Machined Learnings: June 2012

Friday, June 29, 2012

My ICML 2012 Notables

I've already devoted entire blog posts to some of the ICML 2012 papers, but there are some other papers that caught my attention for which I only have a quick comment.

Online Structured Prediction via Coactive Learning: read the full blog post.
Predicting Accurate Probabilities with a Ranking Loss: read the full blog post.
Training Restricted Boltzmann Machines on Word Observations. I haven't used RBMs in over a decade, for practical text classification problems a bag-of-bigrams representation is often sufficient, and LDA is my go-to technique for unsupervised feature extraction for text. So why do I like this paper? First, the computational efficiency improvement appears substantial, which is always of interest: I like deep learning in theory, but in practice I'm very impatient. Second the idea of discovering higher order structure in text (5-grams!) is intriguing. Third (like LDA) the technique is clearly more generally applicable and I wonder what it would do on a social graph. That all suggests there is some chance that I might actually try this on a real problem.
Fast Prediction of New Feature Utility: I'm constantly in the situation of trying to chose which features to try next, and correlating with the negative gradient of the loss function makes intuitive sense.
Plug-in Martingales for Testing Exchangeability On-Line: how awesome would it be if VW in online learning mode could output a warning that says ``the input data does not appear to be generated by an exchangeable distribution; try randomly shuffling your data to improve generalization.''
Dimensionality Reduction by Local Discriminative Gaussians: This seems imminently practical. The major limitation is that it is a supervised dimensionality reduction technique, so it would apply to cases where there is one problem with a deficit of labeled data and a related problem using the same features with an abundance of labeled data (which is a special case of Transfer Learning). I usually find myself in the ``few labeled data and lots of unlabeled data'' case demanding an unsupervised technique, but that could be because I don't ask myself the following question often enough: ``is there a related problem which has lots of training data associated with it?''
Finding Botnets Using Minimal Graph Clusterings: Very entertaining. I was asked in a job interview once how I would go about identifying and filtering out automated traffic from search logs. There's no ``right answer'', and black-letter machine learning techniques don't obviously apply, so creativity is at a premium.

Wednesday, June 27, 2012

Mennon et. al. have a paper at ICML 2012 called Predicting Accurate Probabilities with a Ranking Loss. The basic idea is to train a classifier on a ranking loss (e.g., AUC), then post-process the classifier scores with isotonic regression to calibrate the classifier. In contrast with training a classifier using a proper scoring rule (e.g., logistic regression), this procedure non-parametrically explores the space of link functions and the claim is this leads to better results. Note exploring the space of link functions non-parametrically is intuitively ``safe'' from a model complexity standpoint because this is a one-dimensional procedure which operates on the scores output by the underlying classifier.

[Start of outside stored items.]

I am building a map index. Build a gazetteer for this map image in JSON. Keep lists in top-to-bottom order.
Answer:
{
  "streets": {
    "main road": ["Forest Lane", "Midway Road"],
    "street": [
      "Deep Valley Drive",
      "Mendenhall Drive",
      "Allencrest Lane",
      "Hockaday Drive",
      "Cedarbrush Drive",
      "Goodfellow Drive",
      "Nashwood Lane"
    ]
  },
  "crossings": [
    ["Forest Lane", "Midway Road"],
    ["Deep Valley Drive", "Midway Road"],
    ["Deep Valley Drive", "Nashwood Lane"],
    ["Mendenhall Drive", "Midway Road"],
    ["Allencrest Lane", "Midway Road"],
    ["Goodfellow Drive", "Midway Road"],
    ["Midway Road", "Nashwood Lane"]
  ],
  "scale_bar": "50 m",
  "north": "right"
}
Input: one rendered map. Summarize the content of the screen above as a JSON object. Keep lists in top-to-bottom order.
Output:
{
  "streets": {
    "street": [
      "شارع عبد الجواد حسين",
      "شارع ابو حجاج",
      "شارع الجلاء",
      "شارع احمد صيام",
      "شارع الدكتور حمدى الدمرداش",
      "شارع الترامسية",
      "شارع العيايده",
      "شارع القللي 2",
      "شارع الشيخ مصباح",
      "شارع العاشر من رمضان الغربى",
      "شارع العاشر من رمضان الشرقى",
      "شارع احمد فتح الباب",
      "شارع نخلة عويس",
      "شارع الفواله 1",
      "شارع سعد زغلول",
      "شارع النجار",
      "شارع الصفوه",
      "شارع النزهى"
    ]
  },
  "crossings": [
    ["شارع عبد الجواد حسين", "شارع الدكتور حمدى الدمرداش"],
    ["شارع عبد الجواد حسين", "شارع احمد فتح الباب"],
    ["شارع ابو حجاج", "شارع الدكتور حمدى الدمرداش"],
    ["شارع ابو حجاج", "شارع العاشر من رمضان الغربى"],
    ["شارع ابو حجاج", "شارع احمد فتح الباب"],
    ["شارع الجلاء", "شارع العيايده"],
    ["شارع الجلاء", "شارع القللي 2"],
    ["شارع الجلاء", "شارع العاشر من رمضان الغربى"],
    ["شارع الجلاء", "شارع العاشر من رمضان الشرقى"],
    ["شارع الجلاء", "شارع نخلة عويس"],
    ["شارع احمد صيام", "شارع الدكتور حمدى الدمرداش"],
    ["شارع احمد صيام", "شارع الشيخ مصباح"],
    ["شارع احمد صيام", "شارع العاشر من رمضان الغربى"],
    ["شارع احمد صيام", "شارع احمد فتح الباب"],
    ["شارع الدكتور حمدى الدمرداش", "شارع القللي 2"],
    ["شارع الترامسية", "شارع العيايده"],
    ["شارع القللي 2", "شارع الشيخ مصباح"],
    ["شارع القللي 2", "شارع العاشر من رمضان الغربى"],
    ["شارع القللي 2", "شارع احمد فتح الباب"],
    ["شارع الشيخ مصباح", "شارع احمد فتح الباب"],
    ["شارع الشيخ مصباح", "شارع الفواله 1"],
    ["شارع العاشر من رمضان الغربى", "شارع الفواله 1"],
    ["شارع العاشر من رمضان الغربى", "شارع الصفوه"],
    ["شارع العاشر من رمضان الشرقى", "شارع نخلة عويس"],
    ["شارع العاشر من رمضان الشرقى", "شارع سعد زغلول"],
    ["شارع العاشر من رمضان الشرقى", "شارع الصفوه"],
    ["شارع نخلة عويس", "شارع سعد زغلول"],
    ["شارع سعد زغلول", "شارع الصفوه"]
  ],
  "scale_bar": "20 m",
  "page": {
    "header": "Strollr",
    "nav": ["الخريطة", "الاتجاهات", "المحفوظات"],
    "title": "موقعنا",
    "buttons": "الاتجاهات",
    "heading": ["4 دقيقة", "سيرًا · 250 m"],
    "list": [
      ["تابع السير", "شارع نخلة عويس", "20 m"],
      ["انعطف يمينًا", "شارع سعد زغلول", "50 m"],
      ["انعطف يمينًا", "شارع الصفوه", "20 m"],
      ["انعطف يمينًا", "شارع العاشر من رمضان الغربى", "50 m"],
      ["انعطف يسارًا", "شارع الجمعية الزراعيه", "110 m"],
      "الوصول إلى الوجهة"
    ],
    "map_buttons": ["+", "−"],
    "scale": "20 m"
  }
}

It turns out we accidentally backed into this at eHarmony. When I joined the production system delivered matches sequentially so we started with a ranking loss. Later the production system switched to using a linear program to deliver matches, and the easiest thing to do was to add a calibration step at the end of the training pipeline, and we did isotonic regression with linear interpolation. We wanted to switch to directly training for classification with a proper scoring rule, but we started subsampling the negatives so we needed to continue to calibrate the classifier and therefore it never happened. The whole time we suspected we were being ``incoherent.'' Hey, it's better to be lucky than good. Now, if I find myself in a similar situation in the future, I'll be able to articulate a rationale for the approach.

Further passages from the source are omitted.